Further, since the isolation semiconductor region can be formed in the same manufacturing process as the buried semiconductor region, the number of manufacturing steps for forming the isolation region can be reduced.

[Brief explanation of drawings]

FIG. 1 is a sectional view of a main part showing a schematic structure of Bi-0MO8 which is Example I of the present invention, and FIG. 2 is an impurity concentration distribution diagram along the line II in FIG. 1. Figure 3 is an impurity concentration distribution diagram along the line ■-■ in Figure 1, and Figures 4 to 6 are Bi-0MO8 shown in Figure 1 above.
FIG. 7 is a cross-sectional view of a main part showing the schematic structure of Bi-0MO8, which is Example 2 of the present invention.
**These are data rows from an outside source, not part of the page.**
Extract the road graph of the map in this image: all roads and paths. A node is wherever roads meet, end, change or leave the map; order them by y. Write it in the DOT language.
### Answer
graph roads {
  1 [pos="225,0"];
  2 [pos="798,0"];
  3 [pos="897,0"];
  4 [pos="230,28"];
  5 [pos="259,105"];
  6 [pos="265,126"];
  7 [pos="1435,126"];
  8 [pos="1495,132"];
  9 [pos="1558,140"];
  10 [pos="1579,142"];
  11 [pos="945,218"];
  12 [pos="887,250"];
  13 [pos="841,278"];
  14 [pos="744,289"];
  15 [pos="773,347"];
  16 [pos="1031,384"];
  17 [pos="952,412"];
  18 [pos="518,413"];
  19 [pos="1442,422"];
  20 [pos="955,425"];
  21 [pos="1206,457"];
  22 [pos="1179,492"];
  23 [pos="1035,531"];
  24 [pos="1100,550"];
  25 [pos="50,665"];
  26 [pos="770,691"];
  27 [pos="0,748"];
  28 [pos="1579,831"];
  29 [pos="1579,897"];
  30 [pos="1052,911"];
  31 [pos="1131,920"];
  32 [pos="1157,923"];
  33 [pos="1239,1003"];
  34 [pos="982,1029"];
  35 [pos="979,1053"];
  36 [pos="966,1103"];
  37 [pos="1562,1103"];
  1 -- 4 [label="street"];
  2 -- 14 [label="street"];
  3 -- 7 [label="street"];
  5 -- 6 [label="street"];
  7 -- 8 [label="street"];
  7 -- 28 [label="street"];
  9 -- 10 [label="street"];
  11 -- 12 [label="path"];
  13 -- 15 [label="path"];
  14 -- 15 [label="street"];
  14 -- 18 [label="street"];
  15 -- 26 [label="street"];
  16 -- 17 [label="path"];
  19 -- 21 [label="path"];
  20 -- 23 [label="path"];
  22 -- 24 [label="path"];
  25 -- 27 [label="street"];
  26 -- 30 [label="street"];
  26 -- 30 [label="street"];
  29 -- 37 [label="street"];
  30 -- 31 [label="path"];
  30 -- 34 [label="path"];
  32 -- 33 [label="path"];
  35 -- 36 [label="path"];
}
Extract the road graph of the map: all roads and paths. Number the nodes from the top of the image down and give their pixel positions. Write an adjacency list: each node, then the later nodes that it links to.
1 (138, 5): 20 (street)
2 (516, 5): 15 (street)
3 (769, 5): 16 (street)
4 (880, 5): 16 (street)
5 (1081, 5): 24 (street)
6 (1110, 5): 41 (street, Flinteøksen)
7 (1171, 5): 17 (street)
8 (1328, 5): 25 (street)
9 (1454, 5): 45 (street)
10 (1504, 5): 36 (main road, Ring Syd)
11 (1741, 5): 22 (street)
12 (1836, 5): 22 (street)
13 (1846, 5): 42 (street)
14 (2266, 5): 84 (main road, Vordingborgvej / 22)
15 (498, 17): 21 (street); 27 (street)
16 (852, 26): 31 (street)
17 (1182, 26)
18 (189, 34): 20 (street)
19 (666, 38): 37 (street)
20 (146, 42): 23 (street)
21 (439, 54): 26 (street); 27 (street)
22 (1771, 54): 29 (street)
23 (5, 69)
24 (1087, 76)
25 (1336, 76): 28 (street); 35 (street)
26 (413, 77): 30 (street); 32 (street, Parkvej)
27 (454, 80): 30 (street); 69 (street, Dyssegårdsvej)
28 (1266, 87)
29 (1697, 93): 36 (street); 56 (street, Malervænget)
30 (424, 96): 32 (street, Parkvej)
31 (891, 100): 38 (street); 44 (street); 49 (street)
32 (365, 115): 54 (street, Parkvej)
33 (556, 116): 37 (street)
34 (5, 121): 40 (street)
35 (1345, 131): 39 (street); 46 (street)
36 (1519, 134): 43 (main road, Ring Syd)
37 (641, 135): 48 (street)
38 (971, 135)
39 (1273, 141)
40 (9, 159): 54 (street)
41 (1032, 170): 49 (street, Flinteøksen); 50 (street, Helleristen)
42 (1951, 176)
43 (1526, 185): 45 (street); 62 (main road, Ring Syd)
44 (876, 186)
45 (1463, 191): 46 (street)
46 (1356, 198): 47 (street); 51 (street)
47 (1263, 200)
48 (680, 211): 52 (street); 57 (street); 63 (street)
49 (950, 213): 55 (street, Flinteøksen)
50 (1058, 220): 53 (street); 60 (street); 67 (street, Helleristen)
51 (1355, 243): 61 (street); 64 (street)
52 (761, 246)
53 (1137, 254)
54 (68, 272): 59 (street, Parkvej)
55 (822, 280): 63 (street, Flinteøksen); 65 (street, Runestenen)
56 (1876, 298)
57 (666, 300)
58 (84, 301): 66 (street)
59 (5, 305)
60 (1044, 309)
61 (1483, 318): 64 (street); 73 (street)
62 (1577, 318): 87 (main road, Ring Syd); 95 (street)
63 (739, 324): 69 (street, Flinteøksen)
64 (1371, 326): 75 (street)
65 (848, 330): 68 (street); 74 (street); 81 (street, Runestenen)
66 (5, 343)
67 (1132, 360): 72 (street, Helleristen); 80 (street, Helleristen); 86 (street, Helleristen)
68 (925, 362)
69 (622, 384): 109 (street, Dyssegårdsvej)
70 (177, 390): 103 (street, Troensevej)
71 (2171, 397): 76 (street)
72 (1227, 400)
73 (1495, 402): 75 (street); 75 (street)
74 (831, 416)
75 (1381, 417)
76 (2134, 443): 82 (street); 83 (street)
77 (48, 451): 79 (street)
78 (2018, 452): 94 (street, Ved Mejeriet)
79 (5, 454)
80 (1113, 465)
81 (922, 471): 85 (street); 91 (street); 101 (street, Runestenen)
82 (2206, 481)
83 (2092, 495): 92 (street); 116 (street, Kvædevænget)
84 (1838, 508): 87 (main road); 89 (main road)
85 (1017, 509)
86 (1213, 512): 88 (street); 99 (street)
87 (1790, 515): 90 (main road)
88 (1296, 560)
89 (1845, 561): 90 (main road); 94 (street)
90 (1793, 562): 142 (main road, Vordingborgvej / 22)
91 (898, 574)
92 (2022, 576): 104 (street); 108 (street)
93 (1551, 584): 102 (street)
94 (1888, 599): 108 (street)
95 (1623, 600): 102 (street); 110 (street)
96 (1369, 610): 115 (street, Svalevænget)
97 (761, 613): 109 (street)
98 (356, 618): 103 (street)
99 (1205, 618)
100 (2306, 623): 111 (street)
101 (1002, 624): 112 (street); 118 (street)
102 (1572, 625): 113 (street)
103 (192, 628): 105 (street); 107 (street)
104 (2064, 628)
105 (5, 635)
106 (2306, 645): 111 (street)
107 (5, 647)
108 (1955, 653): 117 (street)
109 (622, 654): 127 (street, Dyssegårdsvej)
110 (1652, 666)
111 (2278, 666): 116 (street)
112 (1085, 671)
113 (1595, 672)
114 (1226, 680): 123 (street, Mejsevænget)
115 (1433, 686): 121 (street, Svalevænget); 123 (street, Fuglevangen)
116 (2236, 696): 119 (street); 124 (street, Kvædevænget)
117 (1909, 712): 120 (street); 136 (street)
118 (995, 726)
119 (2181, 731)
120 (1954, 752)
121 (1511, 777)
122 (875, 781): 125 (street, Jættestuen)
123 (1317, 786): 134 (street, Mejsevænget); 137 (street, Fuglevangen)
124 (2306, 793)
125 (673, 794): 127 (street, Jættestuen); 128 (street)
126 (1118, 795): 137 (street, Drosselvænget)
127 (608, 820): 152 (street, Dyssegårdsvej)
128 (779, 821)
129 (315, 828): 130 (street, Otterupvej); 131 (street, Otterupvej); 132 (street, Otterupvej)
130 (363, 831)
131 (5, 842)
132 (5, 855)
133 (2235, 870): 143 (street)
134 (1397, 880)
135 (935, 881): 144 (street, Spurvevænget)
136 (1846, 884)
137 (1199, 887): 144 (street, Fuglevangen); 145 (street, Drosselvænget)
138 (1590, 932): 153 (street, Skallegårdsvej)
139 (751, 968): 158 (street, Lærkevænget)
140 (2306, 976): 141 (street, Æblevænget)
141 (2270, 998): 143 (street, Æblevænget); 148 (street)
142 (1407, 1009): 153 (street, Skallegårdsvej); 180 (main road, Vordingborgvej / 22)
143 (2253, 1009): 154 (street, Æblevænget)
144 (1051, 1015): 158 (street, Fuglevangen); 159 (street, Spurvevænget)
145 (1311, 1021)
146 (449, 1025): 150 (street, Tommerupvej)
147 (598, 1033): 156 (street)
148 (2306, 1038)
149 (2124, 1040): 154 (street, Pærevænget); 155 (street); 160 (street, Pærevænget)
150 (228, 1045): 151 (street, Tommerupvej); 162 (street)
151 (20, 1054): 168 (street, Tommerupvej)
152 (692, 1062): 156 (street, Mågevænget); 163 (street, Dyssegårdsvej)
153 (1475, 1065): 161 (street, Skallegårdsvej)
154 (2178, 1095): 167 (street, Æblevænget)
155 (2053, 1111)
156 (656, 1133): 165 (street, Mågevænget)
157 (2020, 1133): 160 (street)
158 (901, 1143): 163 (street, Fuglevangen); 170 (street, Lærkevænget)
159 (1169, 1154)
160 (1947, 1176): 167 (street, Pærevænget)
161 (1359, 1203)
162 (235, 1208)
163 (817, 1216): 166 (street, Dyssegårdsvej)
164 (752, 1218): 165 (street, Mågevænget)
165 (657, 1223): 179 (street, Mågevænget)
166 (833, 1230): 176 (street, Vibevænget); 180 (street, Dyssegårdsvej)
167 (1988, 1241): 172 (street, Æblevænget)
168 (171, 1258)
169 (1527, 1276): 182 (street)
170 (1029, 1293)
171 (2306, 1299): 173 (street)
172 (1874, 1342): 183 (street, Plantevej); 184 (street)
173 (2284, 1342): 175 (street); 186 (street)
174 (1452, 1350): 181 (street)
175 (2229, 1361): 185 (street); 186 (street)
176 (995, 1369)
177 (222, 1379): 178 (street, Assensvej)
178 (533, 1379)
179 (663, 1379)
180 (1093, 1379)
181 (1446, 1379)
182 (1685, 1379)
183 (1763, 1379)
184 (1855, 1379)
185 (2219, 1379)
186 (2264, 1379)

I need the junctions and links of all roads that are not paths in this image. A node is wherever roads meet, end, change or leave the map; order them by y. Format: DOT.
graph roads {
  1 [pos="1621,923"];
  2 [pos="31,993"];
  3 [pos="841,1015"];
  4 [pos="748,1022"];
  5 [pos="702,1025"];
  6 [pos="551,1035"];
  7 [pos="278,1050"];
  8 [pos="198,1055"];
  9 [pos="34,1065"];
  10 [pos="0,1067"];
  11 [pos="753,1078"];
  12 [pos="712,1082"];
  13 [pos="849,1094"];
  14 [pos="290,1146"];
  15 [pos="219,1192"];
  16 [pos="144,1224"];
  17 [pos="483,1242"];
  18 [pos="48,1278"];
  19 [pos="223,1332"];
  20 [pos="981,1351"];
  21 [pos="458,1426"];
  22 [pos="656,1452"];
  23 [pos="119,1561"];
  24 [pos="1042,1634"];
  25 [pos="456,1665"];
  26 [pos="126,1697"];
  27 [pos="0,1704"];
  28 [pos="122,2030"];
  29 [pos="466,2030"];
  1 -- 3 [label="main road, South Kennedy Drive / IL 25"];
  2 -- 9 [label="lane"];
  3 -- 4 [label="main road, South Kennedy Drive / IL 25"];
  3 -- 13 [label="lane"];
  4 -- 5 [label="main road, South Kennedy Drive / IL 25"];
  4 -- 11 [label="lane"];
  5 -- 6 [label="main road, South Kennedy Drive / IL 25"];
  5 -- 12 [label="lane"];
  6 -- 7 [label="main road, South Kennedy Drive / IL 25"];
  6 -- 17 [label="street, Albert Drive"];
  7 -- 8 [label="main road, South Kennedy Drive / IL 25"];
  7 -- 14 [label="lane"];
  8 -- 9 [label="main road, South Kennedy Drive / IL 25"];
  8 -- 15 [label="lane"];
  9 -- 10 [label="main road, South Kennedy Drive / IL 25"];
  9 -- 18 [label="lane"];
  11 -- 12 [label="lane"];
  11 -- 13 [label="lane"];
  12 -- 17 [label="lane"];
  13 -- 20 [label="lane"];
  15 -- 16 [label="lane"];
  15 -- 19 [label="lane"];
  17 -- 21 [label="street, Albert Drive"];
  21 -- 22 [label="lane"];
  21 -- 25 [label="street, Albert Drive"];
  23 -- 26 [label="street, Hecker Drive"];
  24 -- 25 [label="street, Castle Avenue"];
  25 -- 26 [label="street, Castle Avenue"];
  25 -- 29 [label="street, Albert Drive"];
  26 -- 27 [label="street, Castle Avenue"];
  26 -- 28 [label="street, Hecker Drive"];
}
In the figure, 1... Semiconductor substrate, 2... Epitaxial layer, 3A... Buried collector region, 3B, 5A, 5C, 5
D... Buried semiconductor region, 5B... Semiconductor region for isolation, 6... Semiconductor region, 7... Collector region, 8...
・Base region, 11B... Emitter region, 9... Gate insulating film, 10A... Gate electrode, IIA, 12.
...Source region or drain region, Q...MISFE
T, Tr... Bipolar transistor.

Claims (1)

[Claims] 1. A method for manufacturing a semiconductor integrated circuit device, which includes the steps of: forming an insulating film for isolation between elements on the main surface of a substrate between semiconductor element forming regions; Impurities are introduced into the main surface of the substrate between the semiconductor element formation regions through an isolation insulating film, and the impurities are introduced into the semiconductor element formation region and the main surface of the substrate between the semiconductor element formation regions to have the same or opposite conductivity as the substrate. 1. A method for manufacturing a semiconductor integrated circuit device, comprising the steps of: forming a buried semiconductor region having a higher impurity concentration than the buried semiconductor region; and a step of forming an isolation semiconductor region at the same time. 2. The semiconductor integrated device according to claim 1, wherein the buried semiconductor region forms a well region or a buried collector region of a bipolar transistor having a higher impurity concentration at the bottom than at the surface. A method of manufacturing a circuit device. 3. The method of manufacturing a semiconductor integrated circuit device according to claim 1, wherein the insulating film for isolation between elements is formed of a silicon oxide film obtained by selectively oxidizing a base. 4. A patent characterized in that the isolation semiconductor region is formed at a shallower depth from the base body than the buried semiconductor region, and is formed so as to be in contact with the lower surface of the element isolation insulating film. A method for manufacturing a semiconductor integrated circuit device according to claim 1.